Mining, tourism, and recreational fishing are all part of a contemporary Groote Eylandt.

In all these commercial endeavours, however, traditional owners make sure they’ll bring positive environmental, social and economic outcomes for the Anindilyakwa people before agreeing to sustainable land use for these activities.

Protecting and conserving the biosecurity and unique environment of the archipelago and its many endangered animals is a cultural obligation of the Anindilyakwa people.

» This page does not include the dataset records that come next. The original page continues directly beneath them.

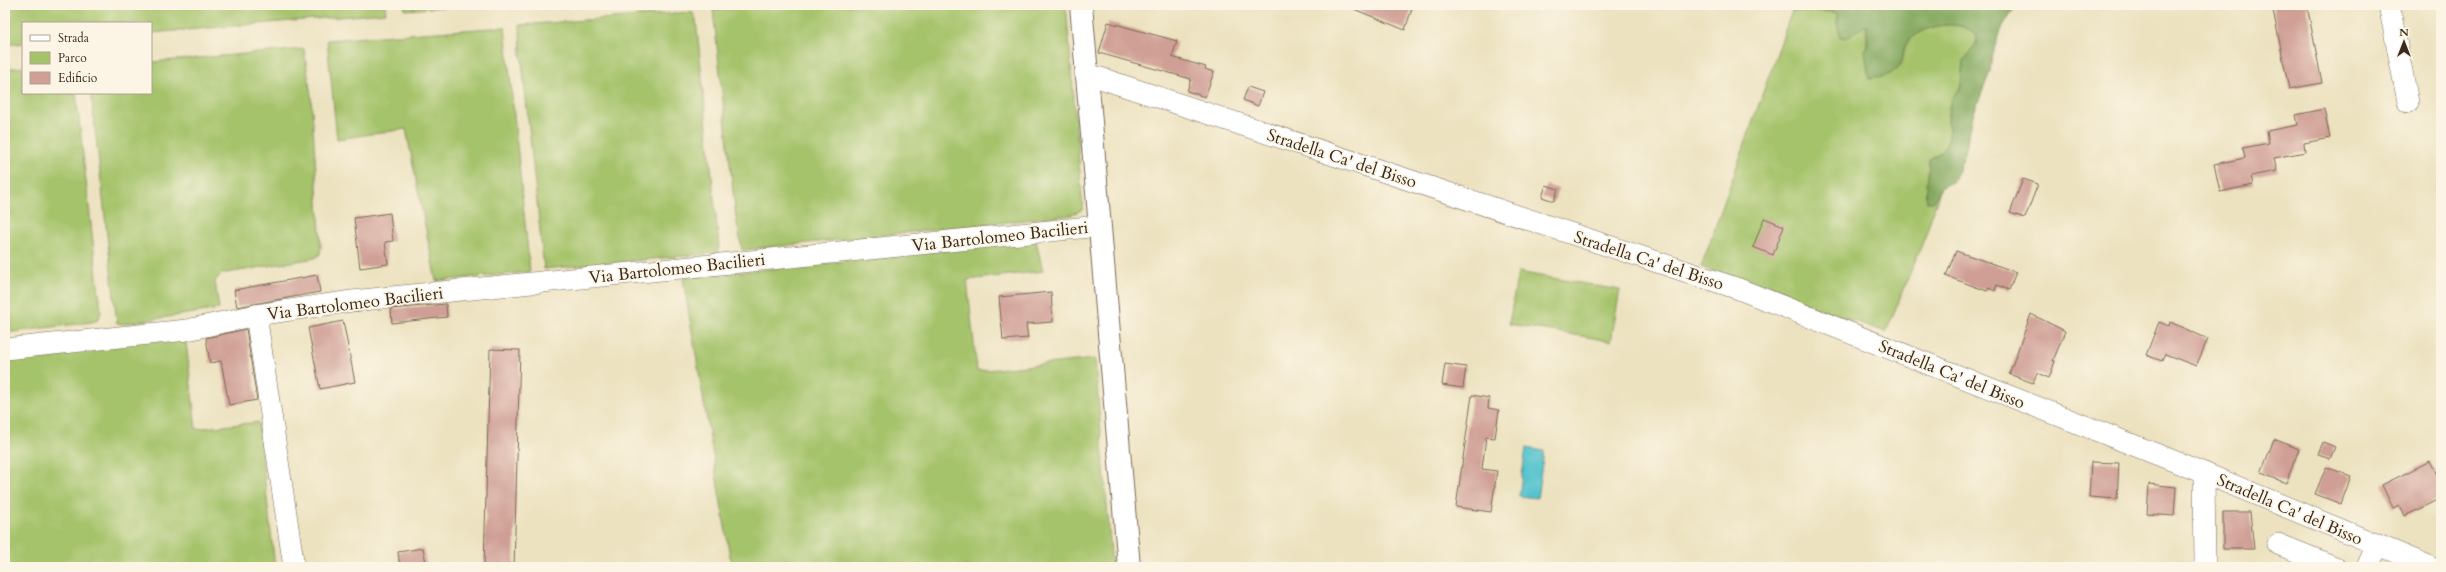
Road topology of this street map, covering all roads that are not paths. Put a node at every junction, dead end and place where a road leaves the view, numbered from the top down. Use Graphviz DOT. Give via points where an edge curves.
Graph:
graph roads {
  1 [pos="1081,5"];
  2 [pos="2389,5"];
  3 [pos="1085,73"];
  4 [pos="2408,102"];
  5 [pos="1099,226"];
  6 [pos="256,315"];
  7 [pos="5,349"];
  8 [pos="2204,472"];
  9 [pos="2278,544"];
  10 [pos="2377,545"];
  11 [pos="2205,563"];
  12 [pos="294,567"];
  13 [pos="1129,567"];
  14 [pos="2335,567"];
  15 [pos="2367,567"];
  16 [pos="2431,567"];
  1 -- 3 [label="street, Via Bartolomeo Bacilieri"];
  2 -- 4 [label="street"];
  3 -- 5 [label="street, Via Bartolomeo Bacilieri"];
  3 -- 8 [label="street, Stradella Ca' del Bisso" via="1739,289"];
  5 -- 6 [label="street, Via Bartolomeo Bacilieri" via="352,301"];
  5 -- 13 [label="street, Via Bartolomeo Bacilieri"];
  6 -- 7 [label="street, Via Bartolomeo Bacilieri" via="187,330"];
  6 -- 12 [label="street, Via Bartolomeo Bacilieri"];
  8 -- 10 [label="street, Stradella Ca' del Bisso"];
  8 -- 11 [label="street, Stradella Ca' del Bisso"];
  9 -- 14 [label="street"];
  10 -- 15 [label="street, Stradella Ca' del Bisso"];
  10 -- 16 [label="street, Stradella Ca' del Bisso"];
}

A team of around 20 Indigenous rangers work to conserve the biodiversity, ecological and cultural values of the island through traditional and contemporary management activities across both the land and sea, including:

  • removal of marine debris, including dangerous ghosts nets that can trap and kill marine life (rangers collect an average of 350 kilograms of net a day)
  • protection of turtle nesting areas
  • collaborating on research and biodiversity surveys with scientists from the NT Government
  • quarantine monitoring activities with NT Water Police and NT Fisheries
  • coastal surveillance patrols and managing visitor access via permits to recreational areas
  • weed spraying
  • barge inspections for cane toads, with sniffer dogs trained to detect the toad
  • trapping feral cats
  • tag and release of fish to track behaviour and migration.

Such is the people’s resolve to maintain the sustainability of native wildlife on the island that cats are strictly prohibited on Groote Eylandt and all dogs must be de-sexed before they’re allowed in. A strict permit system also oversees the movement of domestic animals around Groote.

The manganese mine on Groote Eylandt operates a rehabilitation program to care for areas affected by mining operations.